Industrial applicability
[0096]
　According to the present disclosure, it is possible to provide a ferritic heat-resistant steel which contains a large amount of W and B and has stable and excellent tensile strength and toughness.
[0097]
　The disclosures of Japanese Patent Application 2019-075661 filed on April 11, 2019 and Japanese Patent Application 2019-051751 and Japanese Patent Application 2019-051752 filed on March 19, 2019 are herein by reference in their entirety. Incorporated into the book. All documents, patent applications, and technical standards described herein are referenced herein to the same extent as if individual documents, patent applications, and technical standards were specifically and individually described. Is taken in by.

WE CLAIMS

[Claim 1]By mass%
C: 0.06% to 0.11%,
Si: 0.15% to 0.35%,
Mn: 0.35% to 0.65%,
P: 0.020% or less,
S: 0 .0030% or less,
Ni: 0.005% to 0.250%,
Cu: 0.005% to 0.250%,
Co: 2.7% to 3.3%,
Cr: 8.3% to 9. 7%,
W: 2.5% to 3.5%,
V: 0.15% to 0.25%,
Nb: 0.030% to 0.080%,
Ta: 0.002% to 0.040% ,
Nd: 0.010% to 0.060%,
B: 0.006% to 0.016%,
N: 0.005% to 0.015%,
Al: 0.020% or less, and
O: 0. A ferrite heat-resistant steel
containing 020% or less , the
　balance consisting of Fe and impurities,
　and the amount of W analyzed as an electrolytic extraction residue satisfying the following formula (1).
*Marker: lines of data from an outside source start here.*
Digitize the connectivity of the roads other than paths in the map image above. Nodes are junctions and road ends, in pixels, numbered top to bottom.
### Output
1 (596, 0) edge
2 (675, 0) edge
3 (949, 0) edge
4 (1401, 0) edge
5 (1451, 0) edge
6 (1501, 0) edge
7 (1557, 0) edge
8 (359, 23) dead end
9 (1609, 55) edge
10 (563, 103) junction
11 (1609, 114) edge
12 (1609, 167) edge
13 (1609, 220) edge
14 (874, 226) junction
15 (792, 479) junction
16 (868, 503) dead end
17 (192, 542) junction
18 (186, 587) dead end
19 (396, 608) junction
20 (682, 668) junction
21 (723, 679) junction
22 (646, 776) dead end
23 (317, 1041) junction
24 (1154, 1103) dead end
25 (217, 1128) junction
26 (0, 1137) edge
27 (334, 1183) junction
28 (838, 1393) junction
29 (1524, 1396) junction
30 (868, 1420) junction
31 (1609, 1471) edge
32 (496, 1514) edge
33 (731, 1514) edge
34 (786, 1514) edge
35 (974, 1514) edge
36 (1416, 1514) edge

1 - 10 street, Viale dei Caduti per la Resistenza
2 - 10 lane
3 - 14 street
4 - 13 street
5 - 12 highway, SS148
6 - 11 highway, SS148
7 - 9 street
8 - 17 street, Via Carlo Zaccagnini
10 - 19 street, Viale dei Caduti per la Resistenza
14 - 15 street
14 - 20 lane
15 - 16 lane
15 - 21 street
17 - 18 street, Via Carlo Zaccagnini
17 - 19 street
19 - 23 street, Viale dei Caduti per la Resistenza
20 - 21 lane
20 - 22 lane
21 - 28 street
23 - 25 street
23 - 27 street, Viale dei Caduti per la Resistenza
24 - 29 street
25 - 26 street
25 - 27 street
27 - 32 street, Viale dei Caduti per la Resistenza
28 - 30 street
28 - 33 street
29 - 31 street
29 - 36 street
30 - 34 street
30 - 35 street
　-10 x [% B] +0.26≤ [% W] ER≦ 10 × [% B] +0.54 (1) In the formula
　(1), [% W] ER represents the amount (mass%) of W analyzed as the electrolytic extraction residue, and [% B] is the ferrite. It represents the content (mass%) of B in the ferritic stainless steel.
[Claim 2]
　In terms of mass%,
　the total content of the Ta and the Nb is 0.040% to 0.110%,
　and the ratio Ta / Nb of the Ta content to the Nb content is 0.10 to 0.70. The ferritic heat-resistant steel according to claim 1.
[Claim 3]
　The ferrite-based heat-resistant steel according to claim 1 or 2, which contains at least one element selected from the following group in mass% instead of a part of the Fe.
　Group Mo: 0.50% or less
　　　Ti: 0.20% or less
　　　Ca: 0.015% or less
　　　Mg: 0.015% or less
　　　Sn: 0.005% or less
[Claim 4]
　Any of claims 1 to 3 in which the tensile strength specified in JIS Z2241: 2011 at room temperature is 620 MPa or more and the full-size ferritic absorption energy specified in JIS Z2242: 2005 at 20 ° C. is 27 J or more. The ferritic heat-resistant steel according to item 1.